═════ RECORDS SUPPLIED ═════

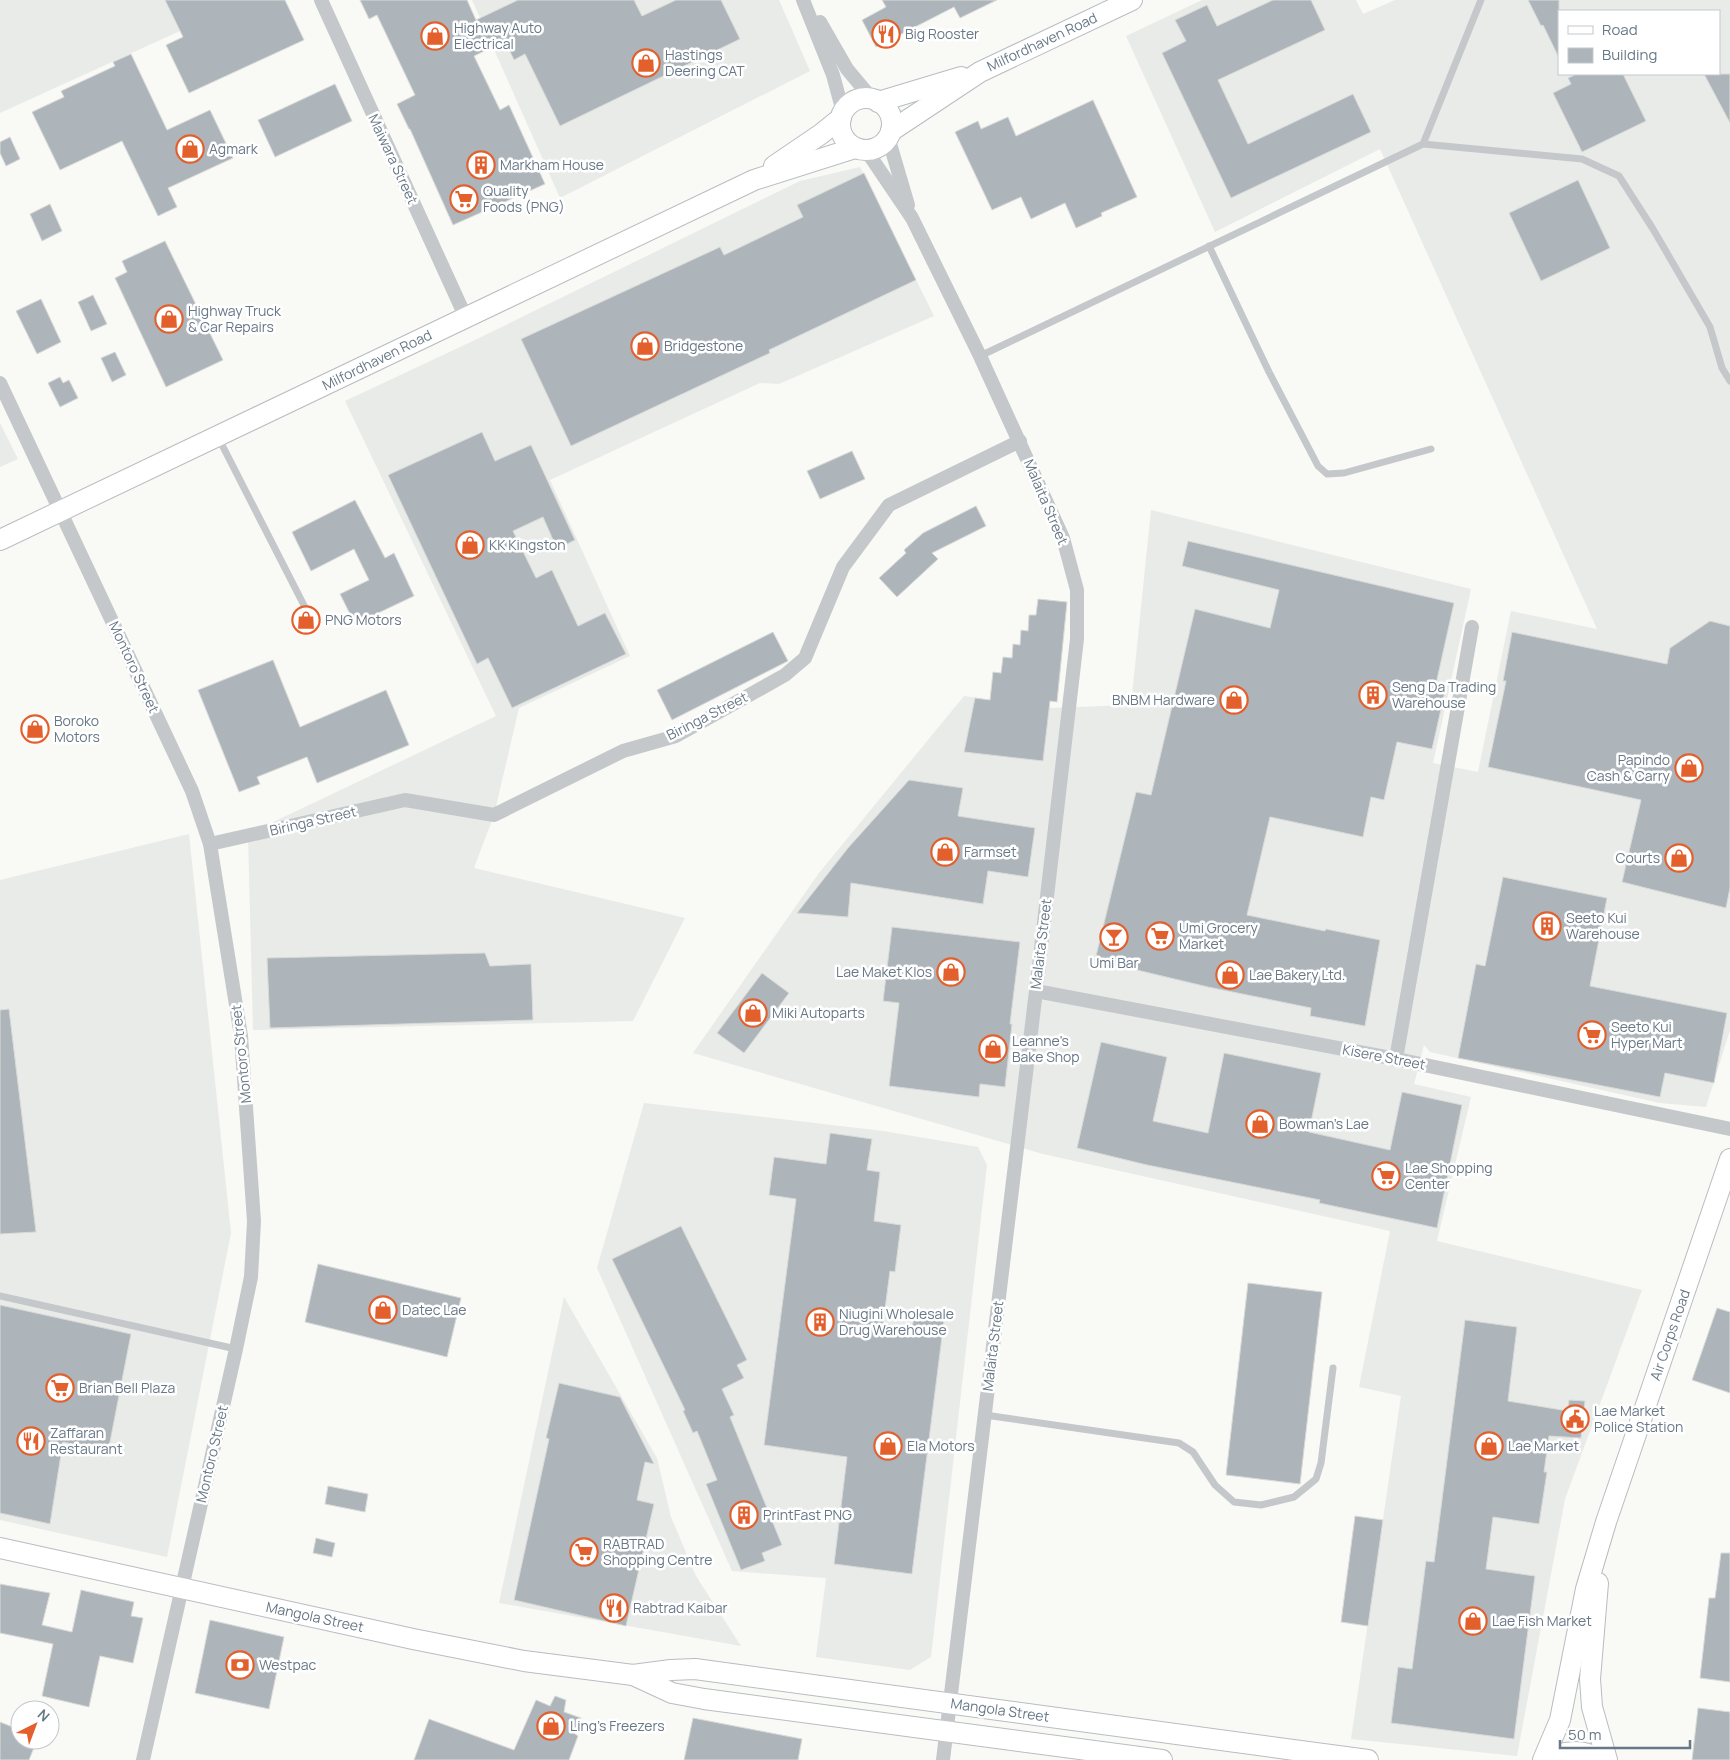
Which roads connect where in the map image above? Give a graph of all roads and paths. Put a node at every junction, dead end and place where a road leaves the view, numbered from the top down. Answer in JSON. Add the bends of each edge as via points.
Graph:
{"nodes":[{"id":1,"x":321,"y":0,"type":"edge"},
{"id":2,"x":803,"y":0,"type":"edge"},
{"id":3,"x":808,"y":0,"type":"edge"},
{"id":4,"x":1132,"y":0,"type":"edge"},
{"id":5,"x":1481,"y":0,"type":"edge"},
{"id":6,"x":980,"y":72,"type":"junction"},
{"id":7,"x":875,"y":101,"type":"junction"},
{"id":8,"x":842,"y":115,"type":"junction"},
{"id":9,"x":890,"y":134,"type":"junction"},
{"id":10,"x":1423,"y":144,"type":"junction"},
{"id":11,"x":861,"y":149,"type":"junction"},
{"id":12,"x":754,"y":180,"type":"junction"},
{"id":13,"x":912,"y":218,"type":"junction"},
{"id":14,"x":1209,"y":246,"type":"junction"},
{"id":15,"x":466,"y":318,"type":"junction"},
{"id":16,"x":980,"y":356,"type":"junction"},
{"id":17,"x":1730,"y":381,"type":"edge"},
{"id":18,"x":0,"y":383,"type":"edge"},
{"id":19,"x":218,"y":437,"type":"junction"},
{"id":20,"x":1020,"y":441,"type":"junction"},
{"id":21,"x":1431,"y":449,"type":"dead end"},
{"id":22,"x":62,"y":512,"type":"junction"},
{"id":23,"x":0,"y":540,"type":"edge"},
{"id":24,"x":312,"y":621,"type":"dead end"},
{"id":25,"x":1472,"y":627,"type":"dead end"},
{"id":26,"x":210,"y":844,"type":"junction"},
{"id":27,"x":1036,"y":991,"type":"junction"},
{"id":28,"x":1396,"y":1059,"type":"junction"},
{"id":29,"x":1730,"y":1129,"type":"edge"},
{"id":30,"x":1730,"y":1158,"type":"edge"},
{"id":31,"x":0,"y":1296,"type":"edge"},
{"id":32,"x":236,"y":1349,"type":"junction"},
{"id":33,"x":1333,"y":1368,"type":"dead end"},
{"id":34,"x":985,"y":1415,"type":"junction"},
{"id":35,"x":1601,"y":1541,"type":"junction"},
{"id":36,"x":0,"y":1548,"type":"edge"},
{"id":37,"x":181,"y":1587,"type":"junction"},
{"id":38,"x":632,"y":1675,"type":"junction"},
{"id":39,"x":950,"y":1703,"type":"junction"},
{"id":40,"x":947,"y":1731,"type":"junction"},
{"id":41,"x":143,"y":1760,"type":"edge"},
{"id":42,"x":943,"y":1760,"type":"edge"},
{"id":43,"x":1162,"y":1760,"type":"edge"},
{"id":44,"x":1368,"y":1760,"type":"edge"},
{"id":45,"x":1544,"y":1760,"type":"edge"},
{"id":46,"x":1600,"y":1760,"type":"edge"},
{"id":47,"x":1607,"y":1760,"type":"edge"}],
"edges":[{"from":1,"to":15,"type":"street","name":"Maiwara Street"},
{"from":2,"to":8,"type":"street","via":[[833,75]]},
{"from":3,"to":7,"type":"street","via":[[846,69]]},
{"from":4,"to":6,"type":"main road","name":"Milfordhaven Road"},
{"from":5,"to":10,"type":"lane"},
{"from":6,"to":7,"type":"main road","name":"Milfordhaven Road"},
{"from":6,"to":9,"type":"main road","name":"Milfordhaven Road"},
{"from":7,"to":8,"type":"main road","via":[[852,102]]},
{"from":7,"to":9,"type":"main road","via":[[890,114]]},
{"from":8,"to":11,"type":"main road","via":[[842,132],[849,144]]},
{"from":8,"to":12,"type":"main road","name":"Milfordhaven Road","via":[[821,134]]},
{"from":9,"to":11,"type":"main road","via":[[875,149]]},
{"from":9,"to":13,"type":"street","name":"Malaita Street"},
{"from":10,"to":14,"type":"lane"},
{"from":10,"to":17,"type":"lane","via":[[1582,159],[1619,176],[1710,327],[1722,368]]},
{"from":11,"to":12,"type":"main road","name":"Milfordhaven Road"},
{"from":11,"to":13,"type":"street","name":"Malaita Street"},
{"from":12,"to":15,"type":"main road","name":"Milfordhaven Road"},
{"from":13,"to":16,"type":"street","name":"Malaita Street"},
{"from":14,"to":16,"type":"lane"},
{"from":14,"to":21,"type":"lane","via":[[1318,466],[1327,474],[1344,473]]},
{"from":15,"to":19,"type":"main road","name":"Milfordhaven Road"},
{"from":16,"to":20,"type":"street","name":"Malaita Street"},
{"from":18,"to":22,"type":"street","name":"Montoro Street"},
{"from":19,"to":22,"type":"main road","name":"Milfordhaven Road"},
{"from":19,"to":24,"type":"lane"},
{"from":20,"to":26,"type":"street","name":"Biringa Street","via":[[889,505],[843,567],[805,658],[785,674],[676,736],[623,751],[494,815],[405,800]]},
{"from":20,"to":27,"type":"street","name":"Malaita Street","via":[[1063,538],[1077,590],[1077,639]]},
{"from":22,"to":23,"type":"main road","name":"Milfordhaven Road"},
{"from":22,"to":26,"type":"street","name":"Montoro Street","via":[[192,791]]},
{"from":25,"to":28,"type":"street"},
{"from":26,"to":32,"type":"street","name":"Montoro Street","via":[[241,1036],[254,1221],[251,1277]]},
{"from":27,"to":28,"type":"street","name":"Kisere Street"},
{"from":27,"to":34,"type":"street","name":"Malaita Street"},
{"from":28,"to":29,"type":"street","name":"Kisere Street"},
{"from":30,"to":35,"type":"main road","name":"Air Corps Road"},
{"from":31,"to":32,"type":"lane"},
{"from":32,"to":37,"type":"street","name":"Montoro Street"},
{"from":33,"to":34,"type":"lane","via":[[1322,1463],[1316,1479],[1294,1497],[1261,1505],[1234,1502],[1215,1485],[1193,1452],[1179,1443]]},
{"from":34,"to":39,"type":"street","name":"Malaita Street"},
{"from":35,"to":45,"type":"main road","name":"Air Corps Road","via":[[1586,1589],[1560,1720]]},
{"from":35,"to":47,"type":"main road","name":"Air Corps Road","via":[[1590,1679],[1592,1708]]},
{"from":36,"to":37,"type":"main road","name":"Mangola Street"},
{"from":37,"to":38,"type":"main road","name":"Mangola Street","via":[[524,1661]]},
{"from":37,"to":41,"type":"street","name":"Montoro Street"},
{"from":38,"to":39,"type":"main road","name":"Mangola Street","via":[[694,1669]]},
{"from":38,"to":40,"type":"main road","name":"Mangola Street","via":[[672,1693],[704,1700]]},
{"from":39,"to":40,"type":"street","name":"Malaita Street"},
{"from":39,"to":44,"type":"main road","name":"Mangola Street"},
{"from":40,"to":42,"type":"street"},
{"from":40,"to":43,"type":"main road","name":"Mangola Street"},
{"from":45,"to":46,"type":"main road","via":[[1569,1752],[1584,1753]]}]}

═════

▸ EXERCISE AIM
Scan the lines above for the word "Corps" and copy every one where it occurs.

▸ RESPONSE AREA
{"from":30,"to":35,"type":"main road","name":"Air Corps Road"},
{"from":35,"to":45,"type":"main road","name":"Air Corps Road","via":[[1586,1589],[1560,1720]]},
{"from":35,"to":47,"type":"main road","name":"Air Corps Road","via":[[1590,1679],[1592,1708]]},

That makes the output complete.